Data items:

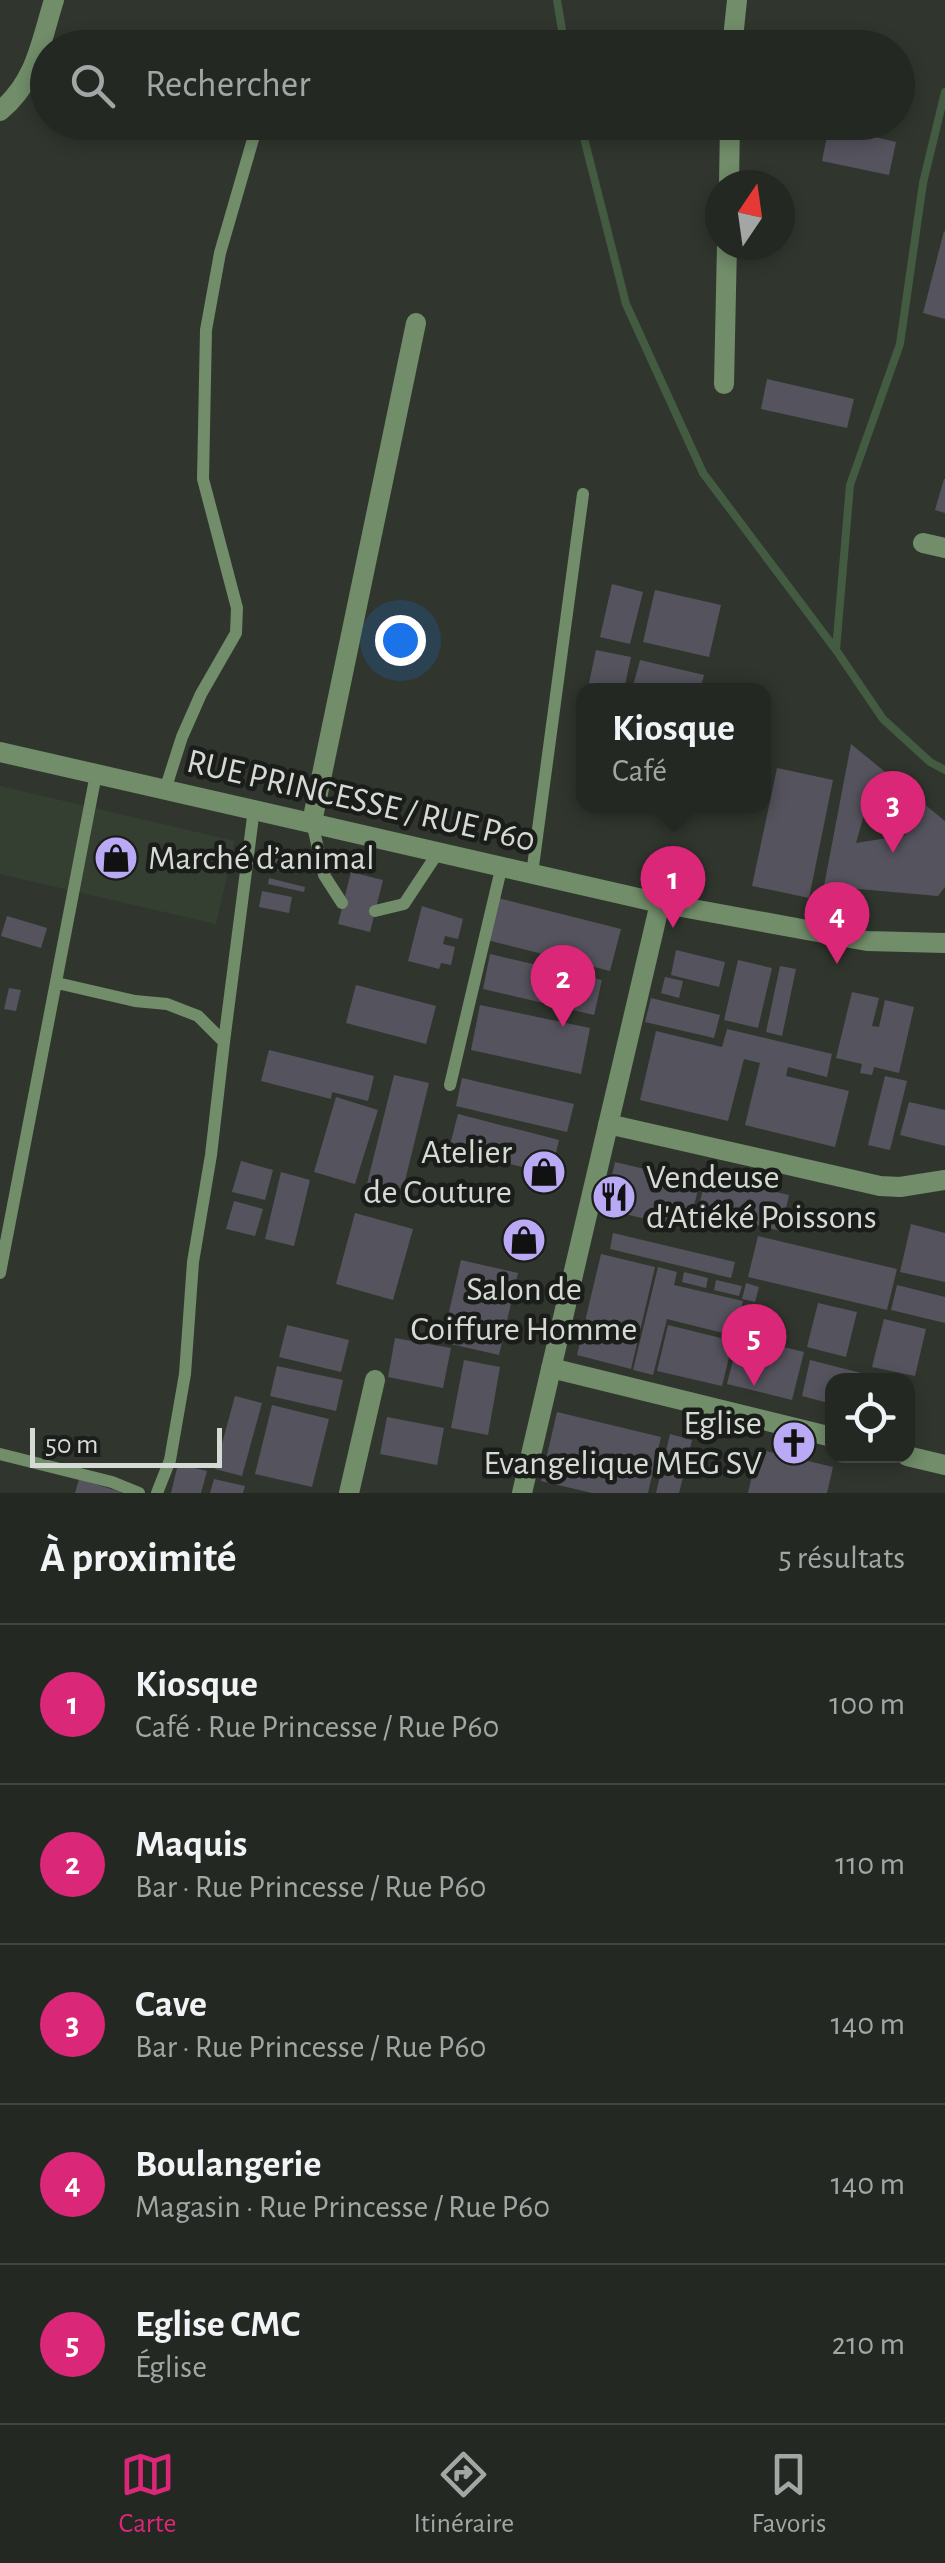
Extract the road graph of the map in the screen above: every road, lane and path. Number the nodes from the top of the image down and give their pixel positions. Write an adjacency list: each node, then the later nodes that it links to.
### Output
1 (54, 0): 3 (street)
2 (737, 0): 4 (street)
3 (46, 30)
4 (734, 30)
5 (30, 73): 6 (street)
6 (0, 110)
7 (253, 140): 18 (lane)
8 (730, 140): 9 (street)
9 (729, 170)
10 (727, 260): 12 (street)
11 (416, 322): 20 (street)
12 (724, 384)
13 (583, 494): 23 (lane)
14 (923, 544): 15 (street)
15 (945, 548)
16 (0, 752): 17 (street, RUE PRINCESSE / RUE P60)
17 (96, 774): 18 (street, RUE PRINCESSE / RUE P60); 28 (lane)
18 (165, 790): 19 (street, RUE PRINCESSE / RUE P60)
19 (254, 809): 20 (street, RUE PRINCESSE / RUE P60); 29 (lane)
20 (312, 822): 21 (street, RUE PRINCESSE / RUE P60); 24 (lane)
21 (439, 851): 22 (street, RUE PRINCESSE / RUE P60); 26 (lane)
22 (502, 865): 23 (street, RUE PRINCESSE / RUE P60); 30 (lane)
23 (532, 874): 25 (street, RUE PRINCESSE / RUE P60)
24 (342, 903)
25 (660, 903): 27 (street, RUE PRINCESSE / RUE P60); 31 (street)
26 (375, 911)
27 (945, 942)
28 (58, 984): 29 (lane); 33 (lane)
29 (224, 1042): 41 (lane)
30 (450, 1085)
31 (608, 1124): 32 (street); 34 (street)
32 (945, 1180)
33 (0, 1272)
34 (551, 1368): 36 (street); 43 (street)
35 (375, 1380): 42 (street)
36 (825, 1435)
37 (0, 1454): 40 (lane)
38 (915, 1458): 39 (street)
39 (945, 1465)
40 (140, 1493)
41 (157, 1493)
42 (349, 1493)
43 (522, 1493)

▶ [Exercise description]
Please give back every line above exactly as it stands, without pictures.

▶ [Your solution]
Extract the road graph of the map in the screen above: every road, lane and path. Number the nodes from the top of the image down and give their pixel positions. Write an adjacency list: each node, then the later nodes that it links to.
### Output
1 (54, 0): 3 (street)
2 (737, 0): 4 (street)
3 (46, 30)
4 (734, 30)
5 (30, 73): 6 (street)
6 (0, 110)
7 (253, 140): 18 (lane)
8 (730, 140): 9 (street)
9 (729, 170)
10 (727, 260): 12 (street)
11 (416, 322): 20 (street)
12 (724, 384)
13 (583, 494): 23 (lane)
14 (923, 544): 15 (street)
15 (945, 548)
16 (0, 752): 17 (street, RUE PRINCESSE / RUE P60)
17 (96, 774): 18 (street, RUE PRINCESSE / RUE P60); 28 (lane)
18 (165, 790): 19 (street, RUE PRINCESSE / RUE P60)
19 (254, 809): 20 (street, RUE PRINCESSE / RUE P60); 29 (lane)
20 (312, 822): 21 (street, RUE PRINCESSE / RUE P60); 24 (lane)
21 (439, 851): 22 (street, RUE PRINCESSE / RUE P60); 26 (lane)
22 (502, 865): 23 (street, RUE PRINCESSE / RUE P60); 30 (lane)
23 (532, 874): 25 (street, RUE PRINCESSE / RUE P60)
24 (342, 903)
25 (660, 903): 27 (street, RUE PRINCESSE / RUE P60); 31 (street)
26 (375, 911)
27 (945, 942)
28 (58, 984): 29 (lane); 33 (lane)
29 (224, 1042): 41 (lane)
30 (450, 1085)
31 (608, 1124): 32 (street); 34 (street)
32 (945, 1180)
33 (0, 1272)
34 (551, 1368): 36 (street); 43 (street)
35 (375, 1380): 42 (street)
36 (825, 1435)
37 (0, 1454): 40 (lane)
38 (915, 1458): 39 (street)
39 (945, 1465)
40 (140, 1493)
41 (157, 1493)
42 (349, 1493)
43 (522, 1493)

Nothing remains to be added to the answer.